● TASK MATERIAL
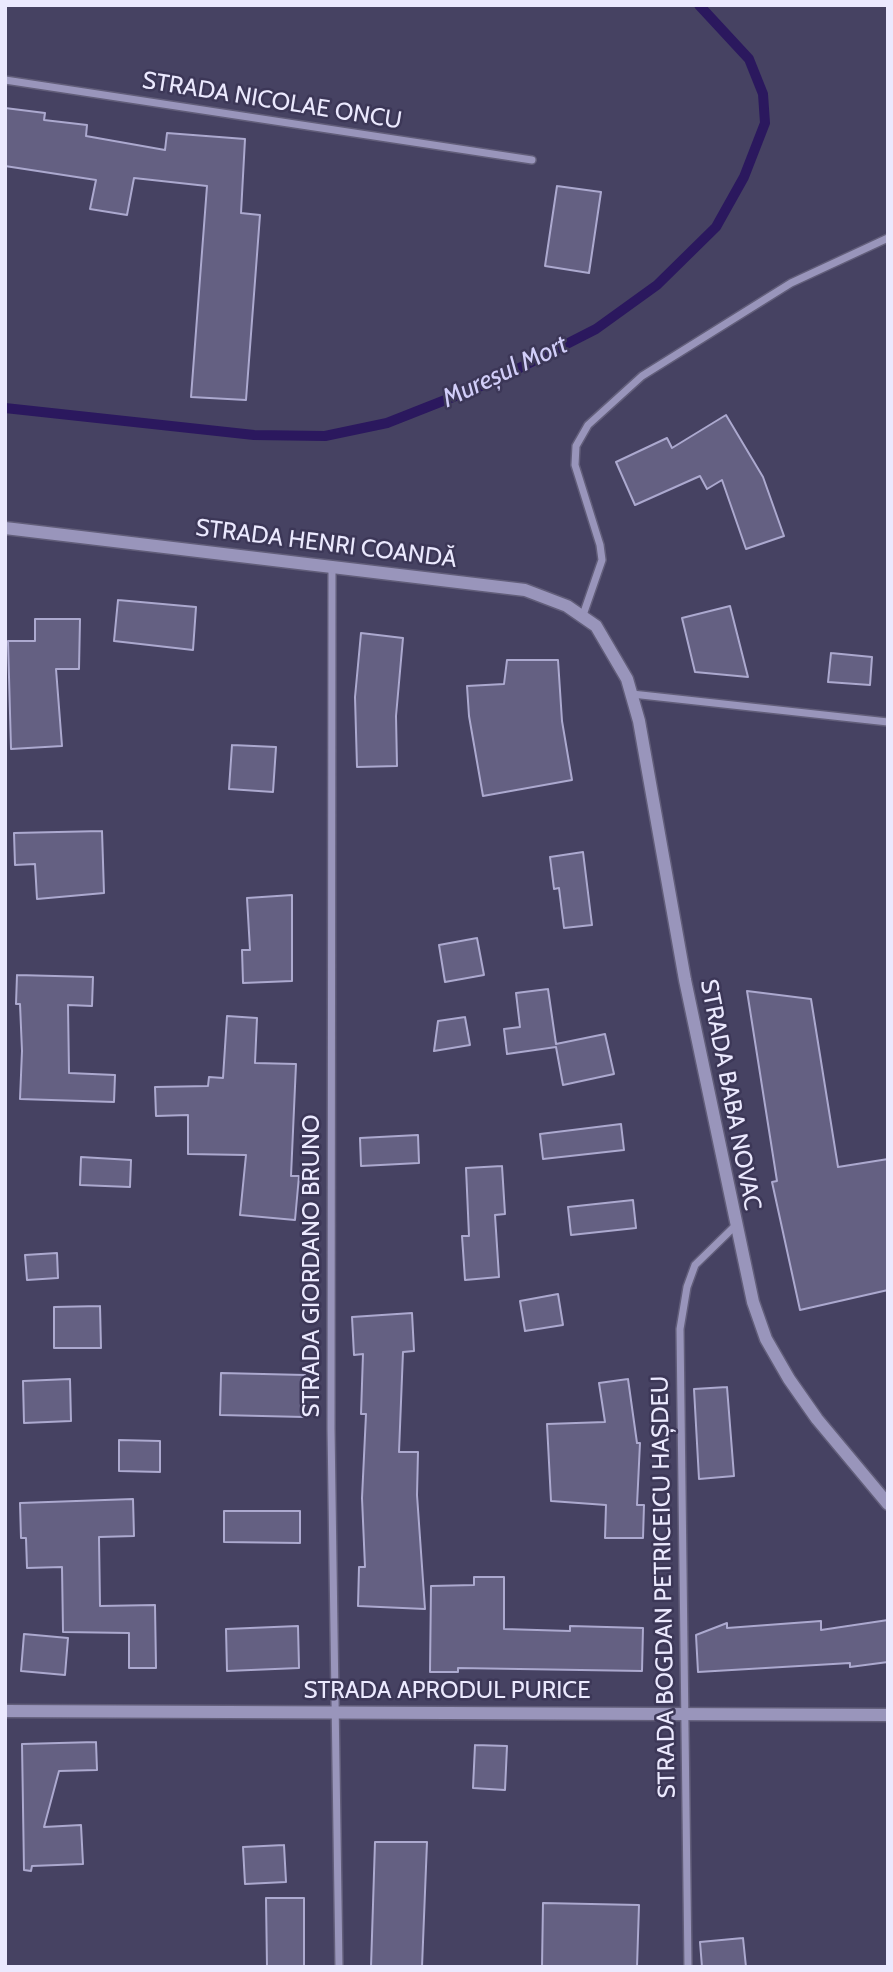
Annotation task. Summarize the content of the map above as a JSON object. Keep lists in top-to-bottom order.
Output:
{
  "streets": {
    "street": [
      "STRADA NICOLAE ONCU",
      "STRADA HENRI COANDĂ",
      "STRADA BABA NOVAC",
      "STRADA GIORDANO BRUNO",
      "STRADA BOGDAN PETRICEICU HAȘDEU",
      "STRADA APRODUL PURICE"
    ]
  },
  "crossings": [
    ["STRADA HENRI COANDĂ", "STRADA BABA NOVAC"],
    ["STRADA HENRI COANDĂ", "STRADA GIORDANO BRUNO"],
    ["STRADA BABA NOVAC", "STRADA BOGDAN PETRICEICU HAȘDEU"],
    ["STRADA GIORDANO BRUNO", "STRADA APRODUL PURICE"],
    ["STRADA BOGDAN PETRICEICU HAȘDEU", "STRADA APRODUL PURICE"]
  ],
  "water": ["Mureșul Mort"]
}
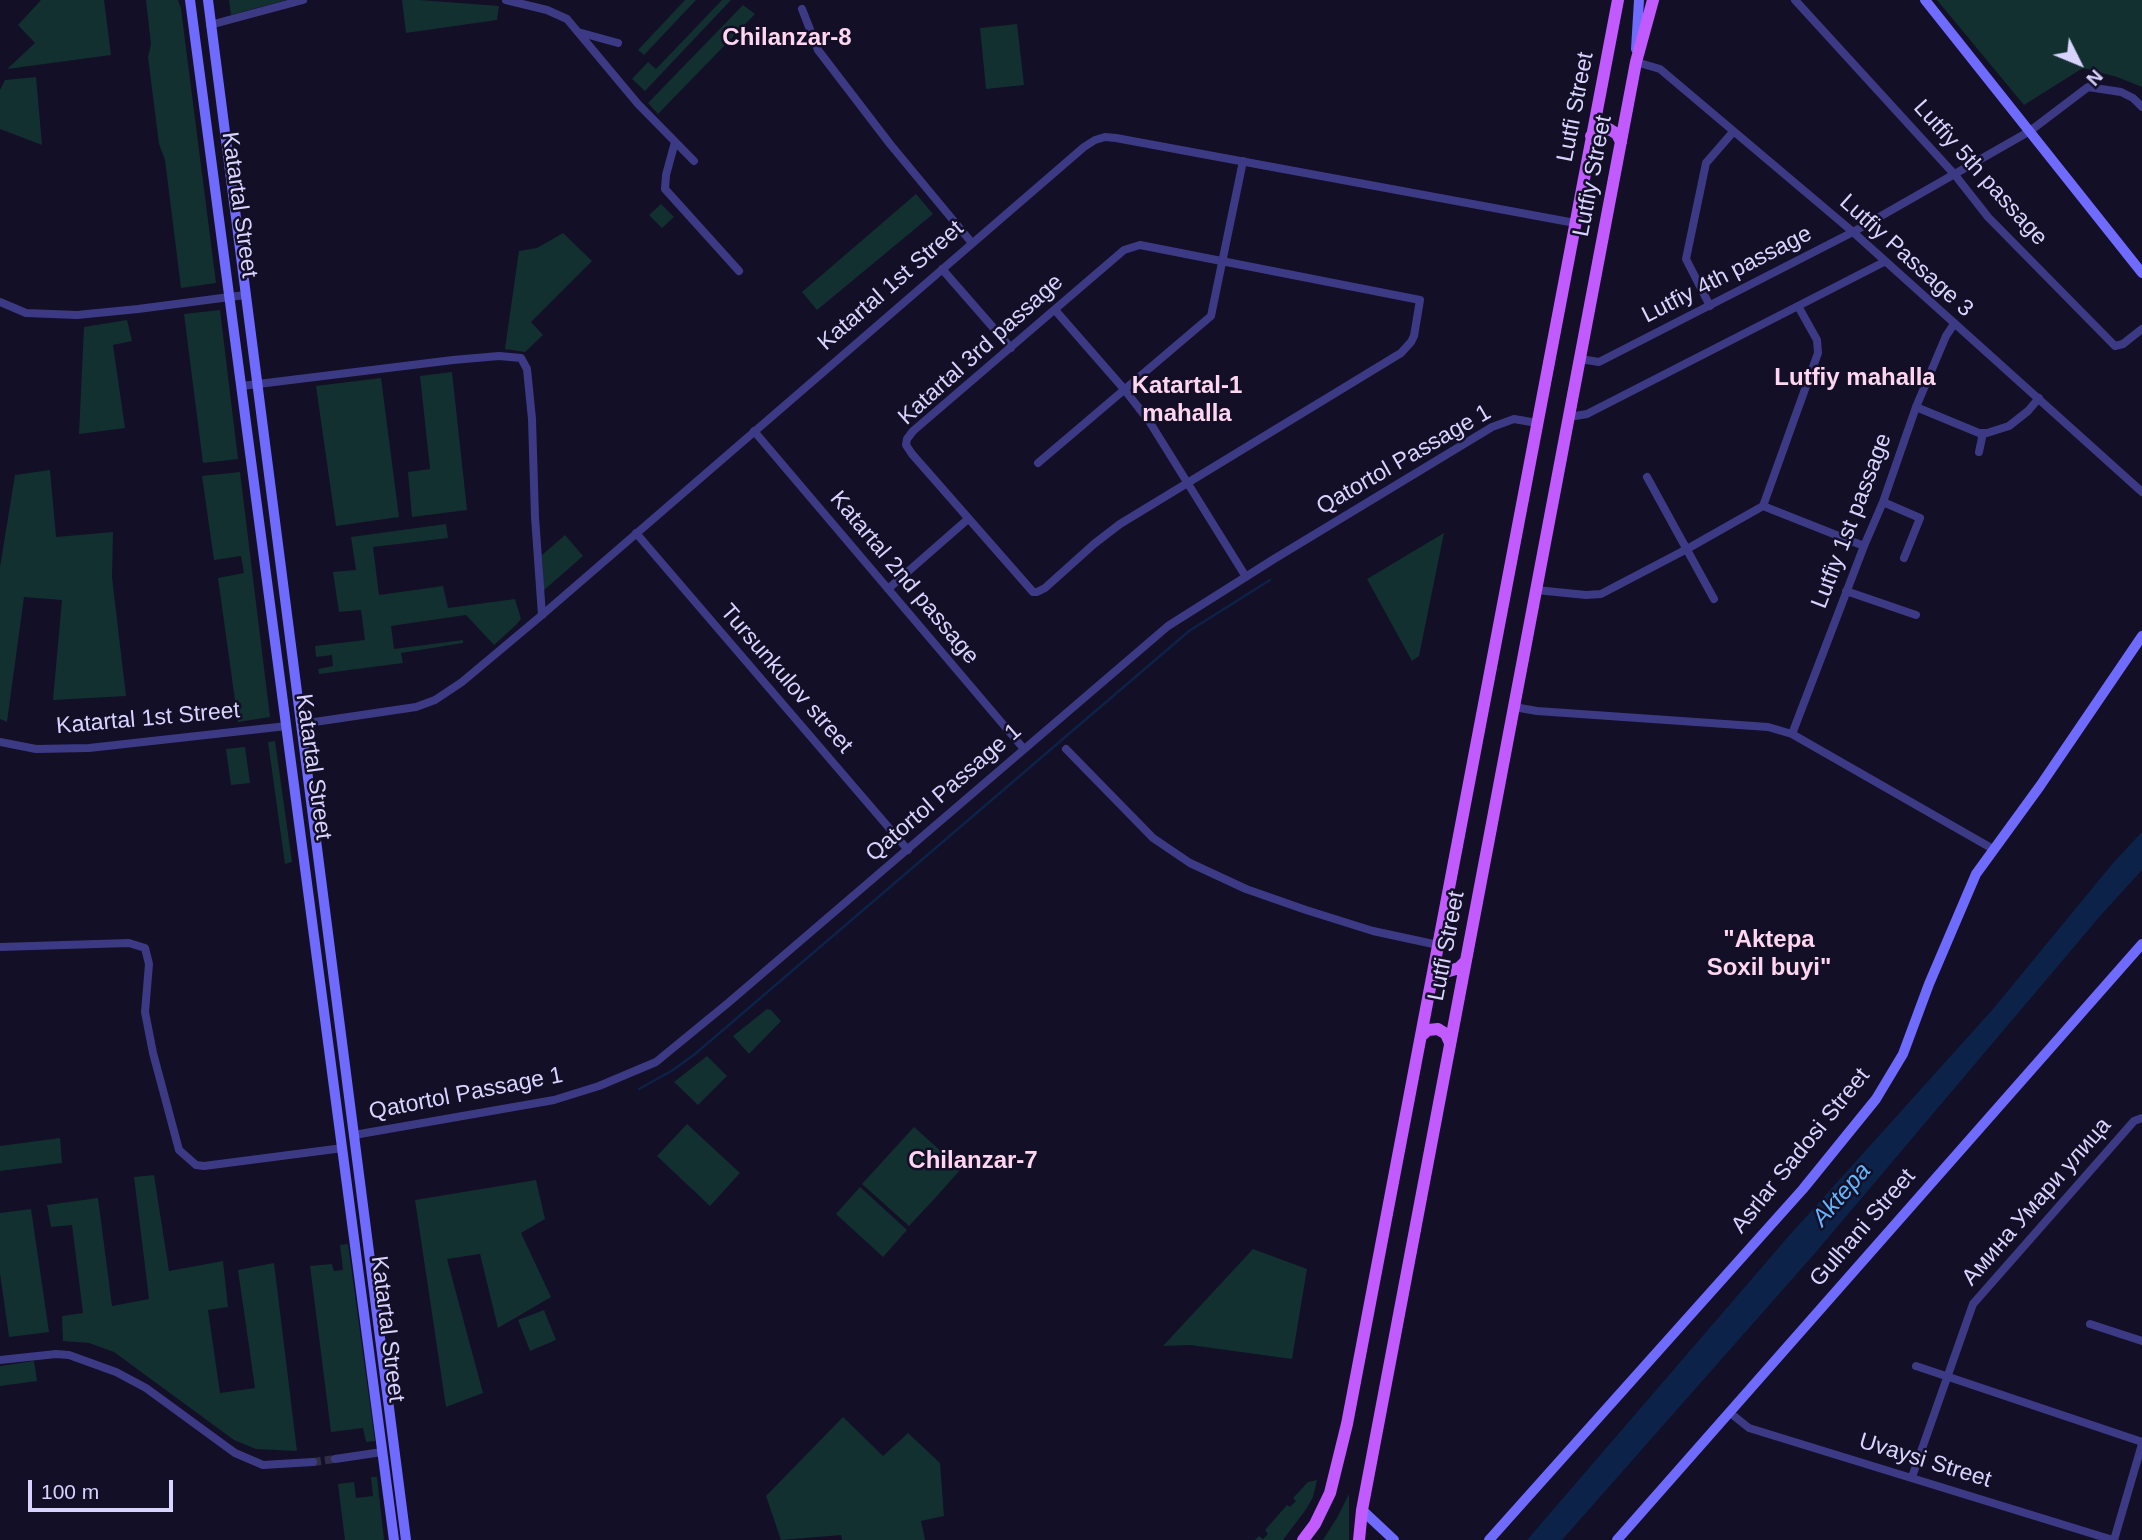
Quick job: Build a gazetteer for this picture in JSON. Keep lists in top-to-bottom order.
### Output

● WORK ITEM
The line that contains "Quick job: Build", the final line of the listing, and every line between them are to be retyped exactly; nothing else.

● TASK OUTPUT
Quick job: Build a gazetteer for this picture in JSON. Keep lists in top-to-bottom order.
### Output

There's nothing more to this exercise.